Тут следует упомянуть, что до переезда на постоянное местонахождение в Версаль французский двор традиционно кочевал по основным королевским замкам, Венсену, Шинону, Сен-Жермену и прочим, перевозя за собой мебель и всяческие пожитки. Этот обычай возник еще во времена Капетингов и был охотно продолжен членами династии Валуа, поскольку позволял им показать себя народу для поддержания популярности этих монархов, которая зачастую была весьма неустойчивой. Например, Катарина Медичи два года возила своего сына Карла IX по королевству. Так что вопрос размещения в поездках, не говоря уж о военных походах, стоял весьма остро: приходилось ночевать и в палатках, разбитых в чистом поле, и в средневековых замках, где кроме голых стен да сквозняков порой ничего не было. Во времена Людовика ХIII тогдашний охотничий домик в Версале был настолько мал, что если король приглашал туда мать, Марию Медичи, и Анну Австрийскую, им приходилось вечером возвращаться в Париж, за неимением места для ночевки. Так что вопрос размещения королевской супружеской четы был не так уж прост.

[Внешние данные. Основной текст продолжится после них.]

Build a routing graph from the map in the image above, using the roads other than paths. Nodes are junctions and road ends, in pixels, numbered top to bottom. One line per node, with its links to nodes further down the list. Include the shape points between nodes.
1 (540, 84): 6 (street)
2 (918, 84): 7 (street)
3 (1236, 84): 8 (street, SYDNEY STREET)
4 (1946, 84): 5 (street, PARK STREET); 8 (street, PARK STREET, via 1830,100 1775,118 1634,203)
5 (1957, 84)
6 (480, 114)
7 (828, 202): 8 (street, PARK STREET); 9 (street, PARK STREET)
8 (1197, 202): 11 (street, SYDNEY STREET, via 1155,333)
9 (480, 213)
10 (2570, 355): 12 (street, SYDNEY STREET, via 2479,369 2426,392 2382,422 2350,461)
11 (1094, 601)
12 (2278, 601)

Во всех королевских дворцах у супругов были раздельные покои, но, невзирая на разгульный образ жизни, Людовик свято соблюдал данное обещание и каждую ночь возвращался к королеве, хотя, как это будет видно из дальнейшего повествования, зачастую под утро. Когда в Версале был учрежден церемониал большого утреннего подъема, Людовик вставал с ложа супруги и шел укладываться в собственную постель. Мария-Терезия испытывала высшую степень восторга, когда король одаривал ее в ночь доказательством своей любви, и на следующее утро всячески старалась намекнуть фрейлинам на испытанное ею наслаждение, потирая свои маленькие ручки и с лукавой улыбкой подмигивая окружавшим ее дамам.